1from twelvelabs import TwelveLabs
2from twelvelabs.models.task import Task
3
4# Initialize the TwelveLabs client with your API key
5client = TwelveLabs(api_key="<YOUR_API_KEY>")
6
7# Upload a video file by creating a video indexing task
8task = client.task.create(
9 index_id="<YOUR_INDEX_ID>",
10 file="<YOUR_VIDEO_FILE>"
11)
12print(f"Task id={task.id}")
13
14# Monitor the task status until the status is ready
15def on_task_update(task: Task):
16 print(f" Status={task.status}")
17
18task.wait_for_done(sleep_interval=5, callback=on_task_update)
19
20if task.status != "ready":
21 raise RuntimeError(f"Indexing failed with status {task.status}")
22print(f"The unique identifier of your video is {task.video_id}.")

Video embedding tasks

A video embedding task progresses through the following stages:

  • processing: The platform is creating the embeddings.
  • ready: Processing is complete. You can now retrieve the embeddings.
  • failed: The task could not be completed, and the embeddings haven’t been created.

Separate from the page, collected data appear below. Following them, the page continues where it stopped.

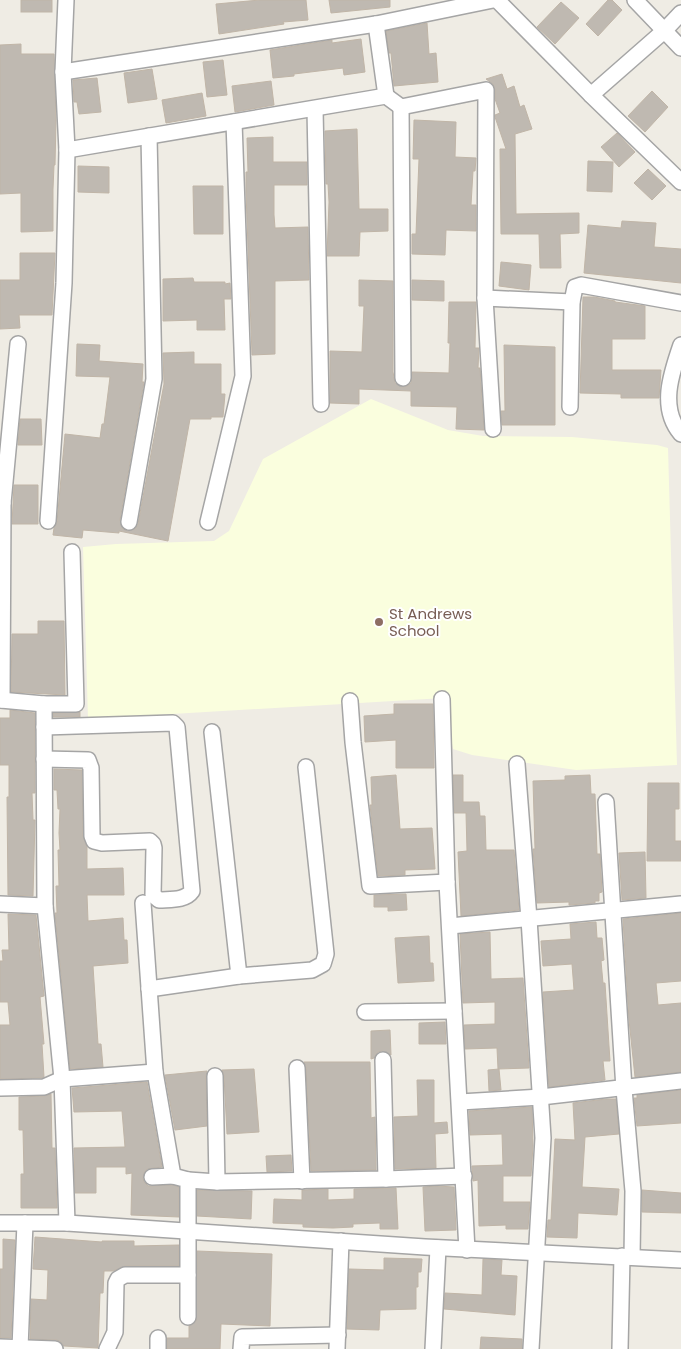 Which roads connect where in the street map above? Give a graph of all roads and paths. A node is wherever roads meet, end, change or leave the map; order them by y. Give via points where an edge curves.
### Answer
1 (66, 0) edge
2 (493, 0) edge
3 (497, 0) edge
4 (635, 0) edge
5 (681, 13) edge
6 (376, 24) junction
7 (664, 31) junction
8 (681, 48) edge
9 (64, 72) junction
10 (591, 95) junction
11 (386, 96) junction
12 (401, 106) junction
13 (315, 109) junction
14 (234, 122) junction
15 (149, 136) junction
16 (67, 150) junction
17 (681, 182) edge
18 (485, 298) junction
19 (572, 302) junction
20 (681, 303) edge
21 (18, 344) dead end
22 (681, 345) edge
23 (678, 366) edge
24 (403, 378) dead end
25 (321, 404) dead end
26 (570, 407) dead end
27 (493, 429) dead end
28 (681, 434) edge
29 (5, 438) edge
30 (2, 503) edge
31 (48, 522) dead end
32 (129, 522) dead end
33 (208, 522) dead end
34 (72, 552) dead end
35 (442, 698) dead end
36 (1, 700) edge
37 (350, 701) dead end
38 (44, 704) junction
39 (44, 727) junction
40 (212, 732) dead end
41 (44, 759) junction
42 (517, 764) dead end
43 (306, 767) dead end
44 (606, 802) dead end
45 (447, 882) junction
46 (143, 903) dead end
47 (0, 904) edge
48 (681, 904) edge
49 (45, 906) junction
50 (613, 911) junction
51 (530, 919) junction
52 (450, 926) junction
53 (239, 976) junction
54 (149, 989) junction
55 (454, 1011) junction
56 (365, 1012) dead end
57 (383, 1060) dead end
58 (297, 1068) dead end
59 (155, 1072) junction
60 (215, 1076) dead end
61 (62, 1079) junction
62 (681, 1082) edge
63 (0, 1088) edge
64 (624, 1089) junction
65 (541, 1097) junction
66 (460, 1102) junction
67 (173, 1176) junction
68 (464, 1176) junction
69 (152, 1177) dead end
70 (386, 1179) junction
71 (188, 1180) junction
72 (302, 1181) junction
73 (217, 1182) junction
74 (0, 1223) edge
75 (25, 1223) junction
76 (67, 1223) junction
77 (188, 1231) junction
78 (341, 1242) junction
79 (438, 1248) junction
80 (467, 1250) junction
81 (537, 1253) junction
82 (627, 1256) junction
83 (681, 1260) edge
84 (188, 1275) junction
85 (188, 1317) dead end
86 (338, 1342) edge
87 (0, 1347) edge
88 (20, 1348) edge
89 (55, 1349) edge
90 (107, 1349) edge
91 (241, 1349) edge
92 (433, 1349) edge
93 (531, 1349) edge
94 (620, 1349) edge

1 - 9 street
2 - 6 street
3 - 10 street
4 - 7 street
5 - 7 street
6 - 9 street
6 - 11 street
7 - 8 street
7 - 10 street
9 - 16 street
10 - 17 street
11 - 12 street
11 - 13 street
12 - 18 street via 486,90
12 - 24 street
13 - 14 street
13 - 25 street
14 - 15 street
14 - 33 street via 243,376
15 - 16 street
15 - 32 street via 154,379
16 - 31 street via 64,283
18 - 19 street
18 - 27 street
19 - 20 street via 575,287 581,284
19 - 26 street
21 - 29 street
22 - 23 street
23 - 28 street via 668,393 671,419
29 - 30 street
30 - 36 street
34 - 38 street via 76,704
35 - 45 street
36 - 38 street
37 - 45 street via 370,886
38 - 39 street
39 - 41 street
39 - 41 street via 173,723 177,728 192,891 189,895 159,900 153,895 154,848 150,841 102,843 94,840 88,760
40 - 53 street
41 - 49 street
42 - 51 street
43 - 53 street via 326,954 323,964 312,970
44 - 50 street
45 - 52 street
46 - 54 street
47 - 49 street
48 - 50 street
49 - 61 street
50 - 51 street
50 - 64 street
51 - 52 street
51 - 65 street
52 - 55 street
53 - 54 street
54 - 59 street
55 - 56 street
55 - 66 street
57 - 70 street
58 - 72 street
59 - 61 street
59 - 67 street
60 - 73 street
61 - 63 street via 44,1087
61 - 76 street
62 - 64 street
64 - 65 street
64 - 82 street via 633,1191
65 - 66 street
65 - 81 street via 543,1138
66 - 68 street
67 - 69 street
67 - 71 street
68 - 70 street
68 - 80 street
70 - 72 street
71 - 73 street
71 - 77 street
72 - 73 street
74 - 75 street
75 - 76 street
75 - 88 street
76 - 77 street
77 - 78 street
77 - 84 street
78 - 79 street
78 - 86 street
79 - 80 street
79 - 92 street
80 - 81 street
81 - 82 street
81 - 93 street
82 - 83 street
82 - 94 street
84 - 85 street
84 - 90 street via 126,1275 118,1279 116,1332
86 - 91 street via 242,1337
87 - 88 street
88 - 89 street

The example code below shows how you can track the progress of a video embedding task, checking its status until it’s completed:

1from twelvelabs import TwelveLabs
2from typing import List
3from twelvelabs.models.embed import EmbeddingsTask, SegmentEmbedding
4
5# Initialize the TwelveLabs client with your API key
6client = TwelveLabs(api_key="<YOUR_API_KEY>")
7
8# Upload a video
9task = client.embed.task.create(model_name="Marengo-retrieval-2.7", video_file="<YOUR_VIDEO_FILE>")
10print(
11 f"Created task: id={task.id} model_name={task.model_name} status={task.status}")
12
13# Monitor the status
14def on_task_update(task: EmbeddingsTask):
15 print(f" Status={task.status}")
16status = task.wait_for_done(sleep_interval=2, callback=on_task_update)
17print(f"Embedding done: {status}")